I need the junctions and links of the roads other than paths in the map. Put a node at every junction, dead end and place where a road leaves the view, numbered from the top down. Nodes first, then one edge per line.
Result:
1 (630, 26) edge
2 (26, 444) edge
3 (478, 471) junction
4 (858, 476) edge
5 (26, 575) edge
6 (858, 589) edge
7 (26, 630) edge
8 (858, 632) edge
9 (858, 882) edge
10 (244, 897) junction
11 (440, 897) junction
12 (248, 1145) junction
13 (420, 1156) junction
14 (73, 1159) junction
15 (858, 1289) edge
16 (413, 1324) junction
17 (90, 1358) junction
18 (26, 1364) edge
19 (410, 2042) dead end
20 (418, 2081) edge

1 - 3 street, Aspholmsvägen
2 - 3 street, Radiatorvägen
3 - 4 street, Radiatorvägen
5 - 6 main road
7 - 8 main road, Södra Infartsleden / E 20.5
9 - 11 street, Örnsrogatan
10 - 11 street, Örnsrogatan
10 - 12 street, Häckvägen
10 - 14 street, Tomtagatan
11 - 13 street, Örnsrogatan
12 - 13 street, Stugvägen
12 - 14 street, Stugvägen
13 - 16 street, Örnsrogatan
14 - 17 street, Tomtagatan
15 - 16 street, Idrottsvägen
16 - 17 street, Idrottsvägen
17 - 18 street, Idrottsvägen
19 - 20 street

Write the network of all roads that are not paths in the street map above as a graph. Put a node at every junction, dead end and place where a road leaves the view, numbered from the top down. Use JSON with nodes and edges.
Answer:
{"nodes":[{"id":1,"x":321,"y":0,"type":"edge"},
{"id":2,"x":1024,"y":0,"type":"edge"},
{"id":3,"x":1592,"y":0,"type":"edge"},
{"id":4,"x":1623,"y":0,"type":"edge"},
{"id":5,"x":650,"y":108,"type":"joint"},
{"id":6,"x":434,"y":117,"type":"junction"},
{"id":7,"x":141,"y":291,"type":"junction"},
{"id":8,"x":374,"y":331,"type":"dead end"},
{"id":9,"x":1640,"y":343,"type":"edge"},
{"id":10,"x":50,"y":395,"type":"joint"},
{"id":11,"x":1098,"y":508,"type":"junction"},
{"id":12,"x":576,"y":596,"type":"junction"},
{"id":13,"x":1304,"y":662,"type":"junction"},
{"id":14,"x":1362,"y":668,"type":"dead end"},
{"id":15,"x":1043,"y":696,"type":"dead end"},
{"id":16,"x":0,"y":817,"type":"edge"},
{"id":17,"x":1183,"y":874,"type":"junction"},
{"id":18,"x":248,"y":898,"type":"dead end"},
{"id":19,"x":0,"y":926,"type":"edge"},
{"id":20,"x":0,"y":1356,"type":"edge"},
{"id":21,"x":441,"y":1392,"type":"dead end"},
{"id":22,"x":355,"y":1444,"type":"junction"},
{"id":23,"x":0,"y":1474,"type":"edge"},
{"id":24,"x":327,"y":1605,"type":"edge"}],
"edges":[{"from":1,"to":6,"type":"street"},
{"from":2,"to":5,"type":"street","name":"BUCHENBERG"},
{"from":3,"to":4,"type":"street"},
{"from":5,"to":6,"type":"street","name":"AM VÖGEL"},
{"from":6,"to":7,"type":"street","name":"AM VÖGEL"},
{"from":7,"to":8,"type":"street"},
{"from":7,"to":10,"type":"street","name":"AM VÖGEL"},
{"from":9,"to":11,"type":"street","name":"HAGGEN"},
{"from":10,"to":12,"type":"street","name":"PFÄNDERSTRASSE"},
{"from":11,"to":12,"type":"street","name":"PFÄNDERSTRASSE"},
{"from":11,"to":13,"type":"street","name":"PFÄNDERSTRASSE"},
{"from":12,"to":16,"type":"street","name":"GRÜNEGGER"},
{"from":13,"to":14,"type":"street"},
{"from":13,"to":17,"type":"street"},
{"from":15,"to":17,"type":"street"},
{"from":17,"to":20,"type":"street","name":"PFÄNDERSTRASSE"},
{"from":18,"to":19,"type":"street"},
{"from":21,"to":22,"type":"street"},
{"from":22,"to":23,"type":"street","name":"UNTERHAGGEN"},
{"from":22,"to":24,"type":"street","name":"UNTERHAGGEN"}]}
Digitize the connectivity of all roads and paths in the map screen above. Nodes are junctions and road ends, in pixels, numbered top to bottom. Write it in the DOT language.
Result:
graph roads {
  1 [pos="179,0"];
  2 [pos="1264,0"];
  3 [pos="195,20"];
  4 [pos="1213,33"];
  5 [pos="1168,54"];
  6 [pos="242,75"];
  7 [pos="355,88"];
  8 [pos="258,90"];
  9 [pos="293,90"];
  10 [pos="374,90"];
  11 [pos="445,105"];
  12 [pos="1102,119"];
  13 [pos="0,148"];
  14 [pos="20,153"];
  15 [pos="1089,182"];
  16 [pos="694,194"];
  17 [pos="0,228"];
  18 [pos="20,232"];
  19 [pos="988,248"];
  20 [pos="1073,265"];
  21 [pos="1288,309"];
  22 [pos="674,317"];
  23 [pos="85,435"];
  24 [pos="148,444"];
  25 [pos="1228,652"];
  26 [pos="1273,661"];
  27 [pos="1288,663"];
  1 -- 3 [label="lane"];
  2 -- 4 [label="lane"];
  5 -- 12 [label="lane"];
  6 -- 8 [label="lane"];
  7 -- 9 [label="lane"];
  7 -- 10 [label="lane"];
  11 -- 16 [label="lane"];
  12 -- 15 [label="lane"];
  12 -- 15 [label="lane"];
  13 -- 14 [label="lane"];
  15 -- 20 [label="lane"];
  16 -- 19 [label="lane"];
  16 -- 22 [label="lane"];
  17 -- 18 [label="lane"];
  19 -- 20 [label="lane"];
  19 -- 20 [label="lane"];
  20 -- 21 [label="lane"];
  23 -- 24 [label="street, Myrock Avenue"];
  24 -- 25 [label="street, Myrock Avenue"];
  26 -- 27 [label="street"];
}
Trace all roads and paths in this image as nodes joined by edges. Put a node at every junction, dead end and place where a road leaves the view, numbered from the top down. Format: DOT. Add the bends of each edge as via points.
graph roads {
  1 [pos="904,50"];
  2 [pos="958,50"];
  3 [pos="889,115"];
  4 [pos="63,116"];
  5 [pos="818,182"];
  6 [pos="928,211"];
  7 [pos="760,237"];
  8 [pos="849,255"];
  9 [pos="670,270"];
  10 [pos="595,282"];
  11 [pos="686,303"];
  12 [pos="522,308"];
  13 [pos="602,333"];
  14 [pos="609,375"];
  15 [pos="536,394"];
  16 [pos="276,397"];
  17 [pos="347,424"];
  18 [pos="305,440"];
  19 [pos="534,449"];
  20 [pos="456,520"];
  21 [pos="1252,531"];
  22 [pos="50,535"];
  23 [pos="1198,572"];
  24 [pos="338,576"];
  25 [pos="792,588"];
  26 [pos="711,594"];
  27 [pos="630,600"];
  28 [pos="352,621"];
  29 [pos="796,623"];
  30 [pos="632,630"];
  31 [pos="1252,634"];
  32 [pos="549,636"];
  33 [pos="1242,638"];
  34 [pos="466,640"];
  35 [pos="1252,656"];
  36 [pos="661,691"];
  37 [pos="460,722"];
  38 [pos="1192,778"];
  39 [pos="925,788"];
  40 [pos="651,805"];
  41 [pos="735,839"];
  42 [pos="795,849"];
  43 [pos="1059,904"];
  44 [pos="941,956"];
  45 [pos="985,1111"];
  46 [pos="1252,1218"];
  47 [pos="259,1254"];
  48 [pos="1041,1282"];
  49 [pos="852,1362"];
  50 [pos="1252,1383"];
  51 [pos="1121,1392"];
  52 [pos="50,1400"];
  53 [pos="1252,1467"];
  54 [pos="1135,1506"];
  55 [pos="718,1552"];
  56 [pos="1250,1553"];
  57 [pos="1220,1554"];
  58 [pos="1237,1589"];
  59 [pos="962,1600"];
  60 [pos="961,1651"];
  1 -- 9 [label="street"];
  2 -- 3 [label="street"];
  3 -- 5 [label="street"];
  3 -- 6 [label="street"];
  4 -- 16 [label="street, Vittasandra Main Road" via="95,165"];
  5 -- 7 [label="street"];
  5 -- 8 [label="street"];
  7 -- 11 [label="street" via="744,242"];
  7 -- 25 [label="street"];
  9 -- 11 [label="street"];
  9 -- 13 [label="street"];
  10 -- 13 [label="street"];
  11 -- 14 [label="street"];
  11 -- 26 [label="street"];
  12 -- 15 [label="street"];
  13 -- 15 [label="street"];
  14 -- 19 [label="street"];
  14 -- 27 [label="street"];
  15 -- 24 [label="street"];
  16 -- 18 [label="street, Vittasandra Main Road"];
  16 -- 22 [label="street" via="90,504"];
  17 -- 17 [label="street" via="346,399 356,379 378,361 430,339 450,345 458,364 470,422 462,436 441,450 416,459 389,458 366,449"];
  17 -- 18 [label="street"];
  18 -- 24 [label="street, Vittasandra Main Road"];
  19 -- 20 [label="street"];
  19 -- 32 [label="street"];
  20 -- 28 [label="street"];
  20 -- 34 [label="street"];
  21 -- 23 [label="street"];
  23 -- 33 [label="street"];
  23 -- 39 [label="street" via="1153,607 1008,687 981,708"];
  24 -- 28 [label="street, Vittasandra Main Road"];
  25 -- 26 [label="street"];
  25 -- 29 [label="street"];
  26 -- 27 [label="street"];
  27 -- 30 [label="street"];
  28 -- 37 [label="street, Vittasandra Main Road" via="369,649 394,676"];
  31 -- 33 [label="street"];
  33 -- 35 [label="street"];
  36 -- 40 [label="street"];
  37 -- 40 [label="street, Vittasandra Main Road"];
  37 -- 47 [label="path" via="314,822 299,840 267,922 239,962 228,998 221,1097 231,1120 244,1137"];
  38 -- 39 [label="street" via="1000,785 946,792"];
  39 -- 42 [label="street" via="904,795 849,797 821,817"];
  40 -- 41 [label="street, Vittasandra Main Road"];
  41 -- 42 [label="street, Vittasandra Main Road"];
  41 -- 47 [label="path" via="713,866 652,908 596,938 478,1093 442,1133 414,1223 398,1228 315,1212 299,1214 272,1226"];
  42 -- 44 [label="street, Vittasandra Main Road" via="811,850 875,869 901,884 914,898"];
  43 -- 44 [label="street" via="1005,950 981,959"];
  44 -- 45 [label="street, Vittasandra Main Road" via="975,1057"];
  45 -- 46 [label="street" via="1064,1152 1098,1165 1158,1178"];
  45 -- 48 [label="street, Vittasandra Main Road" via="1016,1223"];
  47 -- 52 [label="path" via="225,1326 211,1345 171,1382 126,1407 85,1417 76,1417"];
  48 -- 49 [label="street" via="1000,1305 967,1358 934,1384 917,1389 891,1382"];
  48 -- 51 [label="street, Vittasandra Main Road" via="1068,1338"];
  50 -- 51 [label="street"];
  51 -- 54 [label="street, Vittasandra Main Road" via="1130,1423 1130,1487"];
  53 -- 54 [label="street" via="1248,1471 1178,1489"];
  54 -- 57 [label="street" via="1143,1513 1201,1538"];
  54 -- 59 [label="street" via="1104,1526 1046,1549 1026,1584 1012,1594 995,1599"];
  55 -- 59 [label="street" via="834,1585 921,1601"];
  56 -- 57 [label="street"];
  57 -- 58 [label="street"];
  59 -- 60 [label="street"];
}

◆ ◆ ◆ ◆ ◆ ◆ ◆

Problem details: Wherever the word "Radiatorvägen" appears in the listing above, copy that line.

Written solution:
2 - 3 street, Radiatorvägen
3 - 4 street, Radiatorvägen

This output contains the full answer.